Полные щеки Мефодия заалели, отчего стали похожи на спелые яблочки. Дородный юноша опустил глаза на широкие ботинки, торчащие из-под черного балахона. Толстые сардельки пальцев смущенно теребили старый башмак.
— Одевается наш друг в широкие бесформенные одежды, покрывающие его с плеч до пят, которые подпоясывает простой веревкой. Прическа его являет из себя прямую противоположность Рудольфовой. Если у того лысина с прядкой, у Мефодия шевелюра напоминает охапку соломы, высушенной до золотистого блеска и аккуратно уложенной вокруг макушки.
Рудольф нахмурил брови и о чем-то задумался. Ивор и Мефодий ничего не замечали, увлеченные рассказом.
— Как и все гении, Мефодий имеет свои странности. Он всюду таскает с собой большой старый башмак, который давным-давно просит каши. Говорят, что именно в этом предмете он хранит все знания мира.
— Постойте!.. — поднял руку рыжепрядый. — Это что получается…
Но его не слушали.
— А еще сей ученый муж, — Ивор слышал подобное выражение в легендах, которые он почерпнул из маминой карты. Использовать его по отношению к Мефу показалось юноше жуткой уморой, и он рассмеялся. — Еще сей ученый муж придумал для себя чудной ритуал для усиления своей мудрости. Он создает из еды простейшие информаторы, записывает в них необходимые для изучения образы, а потом пожирает эти вкусняшки, получая два удовольствия одновременно — телесное и духовное!
— Так, баста! Я не понял! Ты сказал, что Мефодий полная противоположность мне! — вскричал Рудольф.
— Да.

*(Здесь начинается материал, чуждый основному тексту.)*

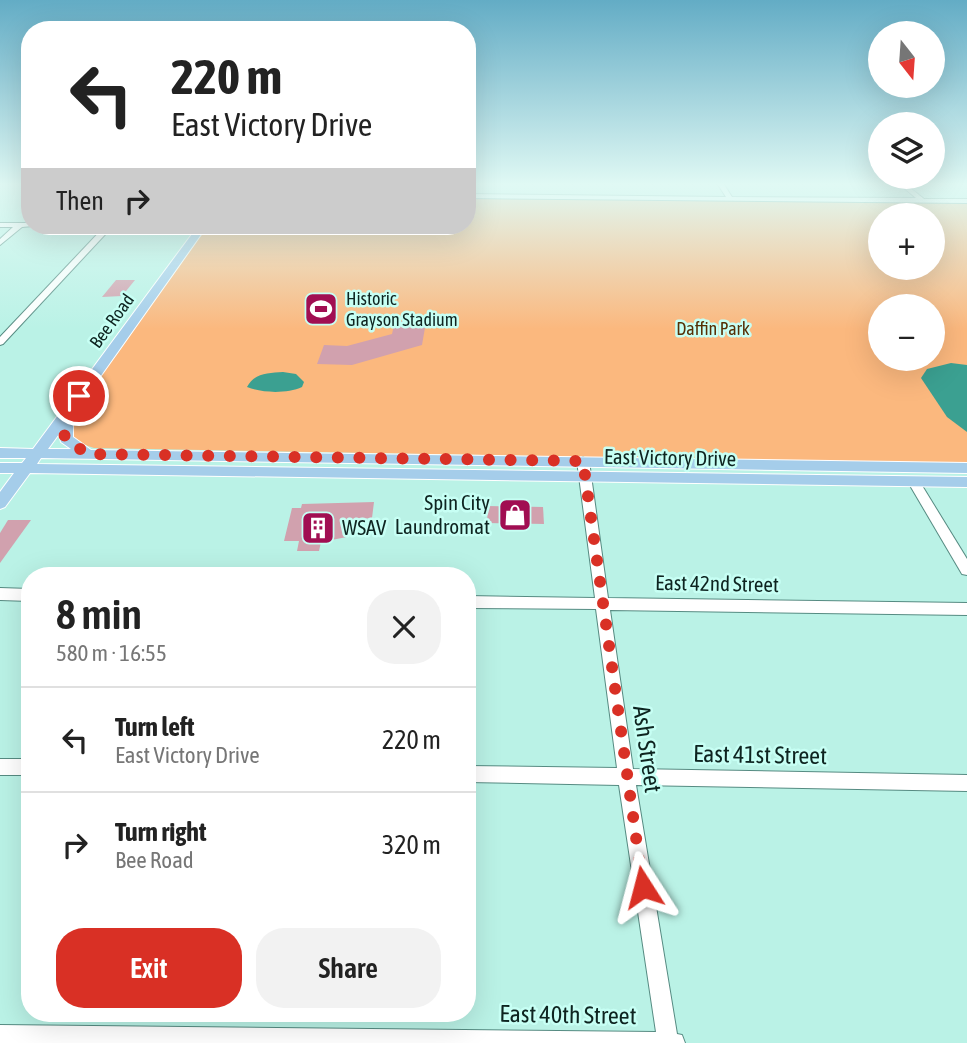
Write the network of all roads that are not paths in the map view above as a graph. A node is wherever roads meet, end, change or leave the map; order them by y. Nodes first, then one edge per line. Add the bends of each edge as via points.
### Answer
1 (101, 235) edge
2 (195, 235) edge
3 (0, 342) edge
4 (66, 414) junction
5 (0, 453) edge
6 (36, 453) junction
7 (88, 454) junction
8 (335, 458) junction
9 (0, 468) edge
10 (941, 468) junction
11 (967, 468) edge
12 (25, 469) junction
13 (584, 469) junction
14 (330, 473) junction
15 (914, 482) junction
16 (967, 482) edge
17 (1, 500) edge
18 (967, 570) edge
19 (0, 594) edge
20 (21, 595) edge
21 (476, 602) edge
22 (601, 604) junction
23 (967, 609) edge
24 (0, 767) edge
25 (21, 767) edge
26 (476, 774) edge
27 (626, 777) junction
28 (967, 783) edge
29 (0, 1036) edge
30 (668, 1043) edge
31 (674, 1043) edge

1 - 3 street
2 - 4 main road, Bee Road
4 - 6 main road, Bee Road
4 - 7 main road via 65,439
5 - 6 main road, East Victory Drive
6 - 7 main road, East Victory Drive
6 - 12 main road, Bee Road
7 - 8 main road, East Victory Drive
8 - 13 main road, East Victory Drive
8 - 14 street
9 - 12 main road, East Victory Drive
10 - 11 main road, East Victory Drive
10 - 13 main road, East Victory Drive
10 - 15 main road via 916,474
12 - 14 main road, East Victory Drive
12 - 17 main road, Bee Road
13 - 14 main road, East Victory Drive
13 - 15 main road, East Victory Drive
13 - 22 street, Ash Street
15 - 16 main road, East Victory Drive
15 - 18 street
19 - 20 street
21 - 22 street, East 42nd Street
22 - 23 street, East 42nd Street
22 - 27 street, Ash Street
24 - 25 street
26 - 27 street, East 41st Street
27 - 28 street, East 41st Street
27 - 30 street, Ash Street
29 - 30 street, East 40th Street
30 - 31 street, East 40th Street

Разве нет?
— А потом начинаешь расписывать огромнейшую мудрость Мефа!
— Ну и что?
— А то! Если я противоположность, то я выходит тупой да?! Рудольф тупой?!
Прядка на макушке превратилась в человечка и яростно запрыгала на месте. Ивору показалось, что не будь она привязана к лысине множеством корешков, спрыгнула бы и кинулась в драку.
Какое-то время ушло на успокаивание рыжепрядого. Потом вместе спасали дородного юношу. Мефодий настолько развеселился, что завалился спиной назад прямо в Скрюченный лес. Не желая удерживать такую тушу, покореженные деревья расступились, и бедняга шлепнулся плашмя на твердую землю. Но и там не прекращал хихикать.
Через каких-нибудь полчаса спокойствие было восстановлено. Мефодий был извлечен (для этого понадобилась почти вся не маленькая сила Рудольфа и вся удача его рыжей прядки) и усажен обратно на бревно, рыжепрядому юноше принесены очень серьезные, почти без фырканий и хихиканий, извинения.
— Ну что, сказочник. Настала твоя очередь! — сказал Рудольф, потирая руки.
— Но… — Ивор попытался возражать, но его друзья были неумолимы.
— Описывая себя, ты будешь не объективен, а это повредит сказке, — важно заявил Мефодий. — Мы это сделаем за тебя.
— Да-да! Мы уже нахватались от тебя сказительских премудростей!
Рудольф вытаращил глаза и начал вещать жутким голосом. Именно так рыжепрядый представлял себе настоящих сказителей.
— А третий друг был ни то, ни се. В смысле ни рыба, ни мясо. Ни рак, ни креветка. Ни бублик, ни салфетка. Ни суслик, ни крот! Такая присказка. Вот!
У него получилось настолько складно, что Мефодий зааплодировал. Как все ученые люди он почти не разбирался в поэзии, любая рифма способна была привести его в восторг.